■ ABOUT THIS TASK ■
Please transcribe the data that follows exactly, from its first line through the line that contains "Please list the".

Data items
== Segment start ==

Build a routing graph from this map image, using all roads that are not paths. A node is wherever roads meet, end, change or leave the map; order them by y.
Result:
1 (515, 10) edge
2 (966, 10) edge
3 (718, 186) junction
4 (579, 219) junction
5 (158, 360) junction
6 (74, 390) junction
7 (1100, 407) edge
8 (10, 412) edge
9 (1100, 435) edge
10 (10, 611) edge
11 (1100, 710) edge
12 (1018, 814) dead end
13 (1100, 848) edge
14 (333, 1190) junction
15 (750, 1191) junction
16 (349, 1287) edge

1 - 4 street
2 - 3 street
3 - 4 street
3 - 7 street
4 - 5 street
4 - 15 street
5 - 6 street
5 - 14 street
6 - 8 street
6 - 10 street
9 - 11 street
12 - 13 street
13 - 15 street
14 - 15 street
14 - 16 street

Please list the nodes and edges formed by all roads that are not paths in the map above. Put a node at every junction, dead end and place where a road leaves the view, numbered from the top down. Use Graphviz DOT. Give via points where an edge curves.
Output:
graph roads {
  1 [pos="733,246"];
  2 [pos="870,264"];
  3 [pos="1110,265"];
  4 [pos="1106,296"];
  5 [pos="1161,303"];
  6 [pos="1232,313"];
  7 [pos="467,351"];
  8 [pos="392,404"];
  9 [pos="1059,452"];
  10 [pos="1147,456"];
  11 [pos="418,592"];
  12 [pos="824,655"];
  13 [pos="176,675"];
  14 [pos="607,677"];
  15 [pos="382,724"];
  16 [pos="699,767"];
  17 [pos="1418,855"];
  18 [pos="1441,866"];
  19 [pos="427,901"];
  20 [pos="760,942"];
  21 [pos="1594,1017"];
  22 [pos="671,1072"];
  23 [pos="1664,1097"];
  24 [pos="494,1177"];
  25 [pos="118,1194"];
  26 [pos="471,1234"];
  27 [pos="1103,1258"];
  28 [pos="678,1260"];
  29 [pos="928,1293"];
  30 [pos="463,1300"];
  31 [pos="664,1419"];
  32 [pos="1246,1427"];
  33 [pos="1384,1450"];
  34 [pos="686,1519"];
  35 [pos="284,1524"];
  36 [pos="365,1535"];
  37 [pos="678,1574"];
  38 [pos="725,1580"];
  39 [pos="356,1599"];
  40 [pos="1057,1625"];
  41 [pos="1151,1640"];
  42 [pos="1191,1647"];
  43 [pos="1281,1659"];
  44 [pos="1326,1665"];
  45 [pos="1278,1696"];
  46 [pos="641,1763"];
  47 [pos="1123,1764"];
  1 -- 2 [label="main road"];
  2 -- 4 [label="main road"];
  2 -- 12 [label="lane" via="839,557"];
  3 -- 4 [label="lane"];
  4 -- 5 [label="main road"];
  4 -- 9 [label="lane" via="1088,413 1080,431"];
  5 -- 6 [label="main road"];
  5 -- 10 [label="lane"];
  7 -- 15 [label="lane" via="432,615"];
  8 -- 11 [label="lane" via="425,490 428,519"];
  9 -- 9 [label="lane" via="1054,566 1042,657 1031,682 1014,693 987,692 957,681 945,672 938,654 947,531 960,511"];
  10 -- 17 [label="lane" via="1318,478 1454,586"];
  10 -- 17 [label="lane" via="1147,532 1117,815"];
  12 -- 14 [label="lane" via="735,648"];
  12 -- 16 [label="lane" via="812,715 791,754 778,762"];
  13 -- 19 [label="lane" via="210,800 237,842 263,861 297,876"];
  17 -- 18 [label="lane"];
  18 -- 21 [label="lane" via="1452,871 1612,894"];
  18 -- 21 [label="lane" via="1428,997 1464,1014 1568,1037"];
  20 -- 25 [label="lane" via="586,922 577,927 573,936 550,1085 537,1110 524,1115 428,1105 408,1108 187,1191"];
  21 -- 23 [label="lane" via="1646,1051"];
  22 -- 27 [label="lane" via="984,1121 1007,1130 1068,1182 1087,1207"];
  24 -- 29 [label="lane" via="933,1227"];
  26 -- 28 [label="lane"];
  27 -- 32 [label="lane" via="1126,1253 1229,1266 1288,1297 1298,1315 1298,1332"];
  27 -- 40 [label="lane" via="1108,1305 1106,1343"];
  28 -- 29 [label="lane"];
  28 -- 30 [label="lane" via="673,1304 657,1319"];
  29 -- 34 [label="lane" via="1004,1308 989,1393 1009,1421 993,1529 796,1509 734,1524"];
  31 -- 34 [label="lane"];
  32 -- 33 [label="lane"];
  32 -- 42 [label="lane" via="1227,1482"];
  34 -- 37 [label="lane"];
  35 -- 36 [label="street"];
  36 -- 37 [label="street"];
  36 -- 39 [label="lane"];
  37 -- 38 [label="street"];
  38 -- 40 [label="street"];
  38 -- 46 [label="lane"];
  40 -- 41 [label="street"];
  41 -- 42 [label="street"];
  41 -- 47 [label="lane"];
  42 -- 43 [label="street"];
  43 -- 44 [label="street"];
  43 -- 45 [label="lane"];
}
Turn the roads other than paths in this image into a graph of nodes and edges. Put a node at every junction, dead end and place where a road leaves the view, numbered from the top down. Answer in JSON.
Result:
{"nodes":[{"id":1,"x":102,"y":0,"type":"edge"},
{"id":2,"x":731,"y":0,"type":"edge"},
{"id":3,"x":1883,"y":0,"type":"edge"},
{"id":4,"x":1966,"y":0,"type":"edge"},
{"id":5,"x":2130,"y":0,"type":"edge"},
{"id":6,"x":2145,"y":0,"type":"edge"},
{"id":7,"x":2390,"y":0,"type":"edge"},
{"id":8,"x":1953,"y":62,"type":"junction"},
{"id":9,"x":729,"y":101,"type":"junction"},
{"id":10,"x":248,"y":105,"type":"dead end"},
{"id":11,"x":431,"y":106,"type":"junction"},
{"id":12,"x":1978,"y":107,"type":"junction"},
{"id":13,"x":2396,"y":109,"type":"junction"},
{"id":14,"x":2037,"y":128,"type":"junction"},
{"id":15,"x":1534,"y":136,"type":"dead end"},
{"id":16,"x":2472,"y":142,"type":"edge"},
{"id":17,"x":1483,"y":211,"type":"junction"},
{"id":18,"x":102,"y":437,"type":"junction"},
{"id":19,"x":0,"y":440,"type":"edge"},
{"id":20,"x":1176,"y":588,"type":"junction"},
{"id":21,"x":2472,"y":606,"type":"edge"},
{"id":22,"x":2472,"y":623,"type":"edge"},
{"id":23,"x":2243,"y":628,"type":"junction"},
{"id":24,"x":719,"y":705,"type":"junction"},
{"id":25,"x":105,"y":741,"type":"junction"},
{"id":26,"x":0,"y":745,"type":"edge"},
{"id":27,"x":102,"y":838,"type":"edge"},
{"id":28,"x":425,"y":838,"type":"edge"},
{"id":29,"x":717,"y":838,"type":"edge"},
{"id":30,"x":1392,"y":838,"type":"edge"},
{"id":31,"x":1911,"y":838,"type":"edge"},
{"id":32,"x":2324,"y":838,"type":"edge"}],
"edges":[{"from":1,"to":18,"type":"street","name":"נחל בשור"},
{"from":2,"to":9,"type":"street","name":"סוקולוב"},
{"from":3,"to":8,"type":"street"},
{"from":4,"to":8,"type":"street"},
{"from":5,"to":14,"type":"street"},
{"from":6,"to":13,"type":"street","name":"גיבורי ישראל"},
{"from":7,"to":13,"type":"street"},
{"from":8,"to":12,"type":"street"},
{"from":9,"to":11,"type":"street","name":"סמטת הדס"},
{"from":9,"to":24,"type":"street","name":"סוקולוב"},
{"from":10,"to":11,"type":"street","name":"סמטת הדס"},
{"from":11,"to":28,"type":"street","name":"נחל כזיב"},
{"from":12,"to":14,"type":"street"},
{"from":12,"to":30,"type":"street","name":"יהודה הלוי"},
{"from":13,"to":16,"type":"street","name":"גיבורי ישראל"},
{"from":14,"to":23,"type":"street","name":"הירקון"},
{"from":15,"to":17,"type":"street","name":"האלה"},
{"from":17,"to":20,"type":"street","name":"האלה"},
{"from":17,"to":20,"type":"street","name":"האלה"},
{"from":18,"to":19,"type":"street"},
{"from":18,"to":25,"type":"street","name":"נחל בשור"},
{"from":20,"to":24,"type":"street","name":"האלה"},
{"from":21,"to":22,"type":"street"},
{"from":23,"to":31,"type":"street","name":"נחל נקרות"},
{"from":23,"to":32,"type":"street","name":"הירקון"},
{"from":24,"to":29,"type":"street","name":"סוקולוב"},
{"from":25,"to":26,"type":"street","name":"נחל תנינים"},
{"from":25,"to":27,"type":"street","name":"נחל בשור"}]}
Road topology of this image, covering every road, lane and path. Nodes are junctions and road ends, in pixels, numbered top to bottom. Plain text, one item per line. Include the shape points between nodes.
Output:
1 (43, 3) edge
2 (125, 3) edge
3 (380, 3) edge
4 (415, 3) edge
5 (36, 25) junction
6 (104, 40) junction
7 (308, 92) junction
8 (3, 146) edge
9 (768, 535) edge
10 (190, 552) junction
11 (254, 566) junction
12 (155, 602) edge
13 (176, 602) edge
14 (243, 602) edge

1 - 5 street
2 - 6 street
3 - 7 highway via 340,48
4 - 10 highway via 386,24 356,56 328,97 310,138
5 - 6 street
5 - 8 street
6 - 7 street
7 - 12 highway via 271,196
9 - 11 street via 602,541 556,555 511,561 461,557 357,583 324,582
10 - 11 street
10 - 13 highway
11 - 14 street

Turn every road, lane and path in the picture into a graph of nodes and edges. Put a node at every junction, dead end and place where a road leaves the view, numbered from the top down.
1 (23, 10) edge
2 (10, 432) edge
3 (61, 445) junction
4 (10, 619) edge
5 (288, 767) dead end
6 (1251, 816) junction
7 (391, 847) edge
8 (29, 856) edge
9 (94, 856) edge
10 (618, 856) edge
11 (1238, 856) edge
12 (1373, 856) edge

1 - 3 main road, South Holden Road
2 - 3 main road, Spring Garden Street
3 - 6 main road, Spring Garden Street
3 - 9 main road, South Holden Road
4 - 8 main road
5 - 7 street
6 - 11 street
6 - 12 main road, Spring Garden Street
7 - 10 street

== Segment end ==

■ FINAL ANSWER ■
Build a routing graph from this map image, using all roads that are not paths. A node is wherever roads meet, end, change or leave the map; order them by y.
Result:
1 (515, 10) edge
2 (966, 10) edge
3 (718, 186) junction
4 (579, 219) junction
5 (158, 360) junction
6 (74, 390) junction
7 (1100, 407) edge
8 (10, 412) edge
9 (1100, 435) edge
10 (10, 611) edge
11 (1100, 710) edge
12 (1018, 814) dead end
13 (1100, 848) edge
14 (333, 1190) junction
15 (750, 1191) junction
16 (349, 1287) edge

1 - 4 street
2 - 3 street
3 - 4 street
3 - 7 street
4 - 5 street
4 - 15 street
5 - 6 street
5 - 14 street
6 - 8 street
6 - 10 street
9 - 11 street
12 - 13 street
13 - 15 street
14 - 15 street
14 - 16 street

Please list the nodes and edges formed by all roads that are not paths in the map above. Put a node at every junction, dead end and place where a road leaves the view, numbered from the top down. Use Graphviz DOT. Give via points where an edge curves.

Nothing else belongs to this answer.